*EXERCISE BRIEF*. Your task is to show every line in the listing below that includes "main".

═════ THE DATA

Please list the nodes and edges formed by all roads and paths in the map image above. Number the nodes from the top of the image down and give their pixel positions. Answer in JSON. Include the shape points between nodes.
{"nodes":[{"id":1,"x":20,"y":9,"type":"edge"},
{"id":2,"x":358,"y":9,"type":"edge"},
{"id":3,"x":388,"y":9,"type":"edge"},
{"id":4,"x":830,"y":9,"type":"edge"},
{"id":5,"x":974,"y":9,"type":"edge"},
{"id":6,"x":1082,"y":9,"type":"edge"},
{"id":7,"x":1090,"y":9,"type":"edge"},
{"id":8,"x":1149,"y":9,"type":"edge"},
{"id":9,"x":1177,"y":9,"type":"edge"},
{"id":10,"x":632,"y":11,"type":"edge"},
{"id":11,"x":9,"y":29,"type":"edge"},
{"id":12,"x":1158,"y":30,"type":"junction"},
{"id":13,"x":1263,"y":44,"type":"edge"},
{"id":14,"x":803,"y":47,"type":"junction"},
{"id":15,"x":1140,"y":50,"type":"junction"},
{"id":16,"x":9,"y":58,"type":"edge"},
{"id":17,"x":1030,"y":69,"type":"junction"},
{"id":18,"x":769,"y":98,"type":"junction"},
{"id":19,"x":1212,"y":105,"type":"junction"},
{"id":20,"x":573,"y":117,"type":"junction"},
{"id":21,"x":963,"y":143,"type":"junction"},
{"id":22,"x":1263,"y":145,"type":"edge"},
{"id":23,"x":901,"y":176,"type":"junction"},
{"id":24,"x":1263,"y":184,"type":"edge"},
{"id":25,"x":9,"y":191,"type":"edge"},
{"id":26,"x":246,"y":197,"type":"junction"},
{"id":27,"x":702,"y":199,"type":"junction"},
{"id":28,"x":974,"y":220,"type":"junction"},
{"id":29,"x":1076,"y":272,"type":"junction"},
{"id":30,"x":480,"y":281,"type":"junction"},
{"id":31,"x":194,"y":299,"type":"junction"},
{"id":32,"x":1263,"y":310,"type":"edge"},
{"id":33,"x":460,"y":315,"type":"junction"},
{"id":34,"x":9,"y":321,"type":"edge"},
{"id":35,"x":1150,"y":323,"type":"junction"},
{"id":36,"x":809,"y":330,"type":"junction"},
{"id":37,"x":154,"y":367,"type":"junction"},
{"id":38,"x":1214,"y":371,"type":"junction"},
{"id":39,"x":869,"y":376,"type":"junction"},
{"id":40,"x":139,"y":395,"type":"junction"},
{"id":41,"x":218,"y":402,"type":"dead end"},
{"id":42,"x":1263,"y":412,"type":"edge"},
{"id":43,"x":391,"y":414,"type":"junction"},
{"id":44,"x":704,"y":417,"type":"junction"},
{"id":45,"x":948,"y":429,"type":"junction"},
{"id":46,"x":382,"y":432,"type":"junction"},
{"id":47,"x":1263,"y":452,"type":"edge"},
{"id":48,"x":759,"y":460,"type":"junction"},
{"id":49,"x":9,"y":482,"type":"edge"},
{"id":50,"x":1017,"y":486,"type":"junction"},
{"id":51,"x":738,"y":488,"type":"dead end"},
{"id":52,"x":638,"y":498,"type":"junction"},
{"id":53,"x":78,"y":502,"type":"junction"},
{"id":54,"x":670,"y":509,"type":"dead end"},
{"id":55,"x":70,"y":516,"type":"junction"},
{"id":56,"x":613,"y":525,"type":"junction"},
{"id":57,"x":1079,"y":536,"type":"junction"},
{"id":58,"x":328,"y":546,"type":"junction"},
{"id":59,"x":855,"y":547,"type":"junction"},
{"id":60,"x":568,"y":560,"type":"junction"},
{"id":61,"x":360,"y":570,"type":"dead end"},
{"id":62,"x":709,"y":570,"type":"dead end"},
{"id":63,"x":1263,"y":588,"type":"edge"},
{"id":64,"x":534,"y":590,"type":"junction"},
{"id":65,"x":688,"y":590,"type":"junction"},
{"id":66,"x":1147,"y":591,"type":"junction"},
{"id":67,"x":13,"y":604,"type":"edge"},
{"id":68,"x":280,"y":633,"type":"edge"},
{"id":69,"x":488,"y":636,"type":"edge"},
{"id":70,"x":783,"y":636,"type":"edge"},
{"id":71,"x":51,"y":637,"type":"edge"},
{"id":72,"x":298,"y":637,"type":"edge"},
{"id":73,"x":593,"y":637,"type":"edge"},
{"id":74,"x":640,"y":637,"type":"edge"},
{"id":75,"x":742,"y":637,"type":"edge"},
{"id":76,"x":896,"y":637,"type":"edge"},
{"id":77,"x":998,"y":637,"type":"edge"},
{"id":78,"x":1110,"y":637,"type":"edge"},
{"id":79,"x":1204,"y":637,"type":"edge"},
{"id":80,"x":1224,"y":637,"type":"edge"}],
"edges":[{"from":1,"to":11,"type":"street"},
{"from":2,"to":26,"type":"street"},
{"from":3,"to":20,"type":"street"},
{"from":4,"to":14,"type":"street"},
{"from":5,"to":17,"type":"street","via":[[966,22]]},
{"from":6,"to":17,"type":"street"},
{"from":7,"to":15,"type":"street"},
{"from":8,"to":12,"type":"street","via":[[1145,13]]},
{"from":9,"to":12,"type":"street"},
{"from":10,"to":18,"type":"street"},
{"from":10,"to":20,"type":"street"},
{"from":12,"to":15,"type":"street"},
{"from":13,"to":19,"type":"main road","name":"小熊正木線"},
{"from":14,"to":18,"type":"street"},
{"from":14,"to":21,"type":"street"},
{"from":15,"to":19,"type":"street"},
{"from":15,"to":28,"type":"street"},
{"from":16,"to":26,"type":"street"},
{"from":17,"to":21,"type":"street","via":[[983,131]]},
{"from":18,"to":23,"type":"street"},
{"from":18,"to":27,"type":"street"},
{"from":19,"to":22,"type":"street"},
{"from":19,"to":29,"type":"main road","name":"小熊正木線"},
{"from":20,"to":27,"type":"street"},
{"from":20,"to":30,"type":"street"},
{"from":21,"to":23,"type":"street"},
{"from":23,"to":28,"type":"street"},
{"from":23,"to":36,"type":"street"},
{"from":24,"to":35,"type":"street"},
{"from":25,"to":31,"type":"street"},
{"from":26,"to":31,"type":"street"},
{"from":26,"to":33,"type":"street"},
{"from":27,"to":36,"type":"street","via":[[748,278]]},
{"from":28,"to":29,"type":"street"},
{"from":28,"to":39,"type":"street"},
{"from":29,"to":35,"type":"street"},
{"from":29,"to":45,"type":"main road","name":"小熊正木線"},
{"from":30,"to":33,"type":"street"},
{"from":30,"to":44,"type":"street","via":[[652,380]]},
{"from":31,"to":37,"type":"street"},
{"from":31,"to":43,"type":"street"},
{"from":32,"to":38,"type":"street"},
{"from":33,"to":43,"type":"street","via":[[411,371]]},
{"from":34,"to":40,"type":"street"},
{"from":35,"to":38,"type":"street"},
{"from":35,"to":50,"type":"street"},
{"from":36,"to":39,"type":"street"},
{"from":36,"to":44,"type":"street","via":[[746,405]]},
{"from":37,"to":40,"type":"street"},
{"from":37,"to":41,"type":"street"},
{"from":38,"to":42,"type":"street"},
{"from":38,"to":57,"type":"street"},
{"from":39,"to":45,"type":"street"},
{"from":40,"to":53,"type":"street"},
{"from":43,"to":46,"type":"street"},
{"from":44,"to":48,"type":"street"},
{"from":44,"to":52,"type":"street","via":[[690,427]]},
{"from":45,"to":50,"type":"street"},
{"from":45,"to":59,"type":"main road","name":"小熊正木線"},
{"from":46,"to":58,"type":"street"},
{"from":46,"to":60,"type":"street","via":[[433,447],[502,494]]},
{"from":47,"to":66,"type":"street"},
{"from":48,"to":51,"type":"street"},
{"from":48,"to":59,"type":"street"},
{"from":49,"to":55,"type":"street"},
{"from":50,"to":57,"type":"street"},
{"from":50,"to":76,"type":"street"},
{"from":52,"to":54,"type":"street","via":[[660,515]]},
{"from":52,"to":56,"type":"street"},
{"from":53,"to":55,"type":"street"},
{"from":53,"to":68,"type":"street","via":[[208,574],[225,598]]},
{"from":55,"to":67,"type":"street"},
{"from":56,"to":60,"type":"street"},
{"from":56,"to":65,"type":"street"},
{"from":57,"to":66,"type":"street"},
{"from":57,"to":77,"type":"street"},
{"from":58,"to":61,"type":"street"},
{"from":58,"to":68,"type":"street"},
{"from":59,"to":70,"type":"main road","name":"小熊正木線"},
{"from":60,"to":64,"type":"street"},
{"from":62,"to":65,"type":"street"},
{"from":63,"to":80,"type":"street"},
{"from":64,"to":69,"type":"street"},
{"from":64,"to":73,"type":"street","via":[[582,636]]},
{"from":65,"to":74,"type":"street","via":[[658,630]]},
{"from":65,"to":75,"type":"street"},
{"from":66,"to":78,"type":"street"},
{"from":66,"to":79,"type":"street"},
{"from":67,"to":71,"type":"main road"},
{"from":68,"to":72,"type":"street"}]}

══════════

*FINAL ANSWER*.
{"from":13,"to":19,"type":"main road","name":"小熊正木線"},
{"from":19,"to":29,"type":"main road","name":"小熊正木線"},
{"from":29,"to":45,"type":"main road","name":"小熊正木線"},
{"from":45,"to":59,"type":"main road","name":"小熊正木線"},
{"from":59,"to":70,"type":"main road","name":"小熊正木線"},
{"from":67,"to":71,"type":"main road"},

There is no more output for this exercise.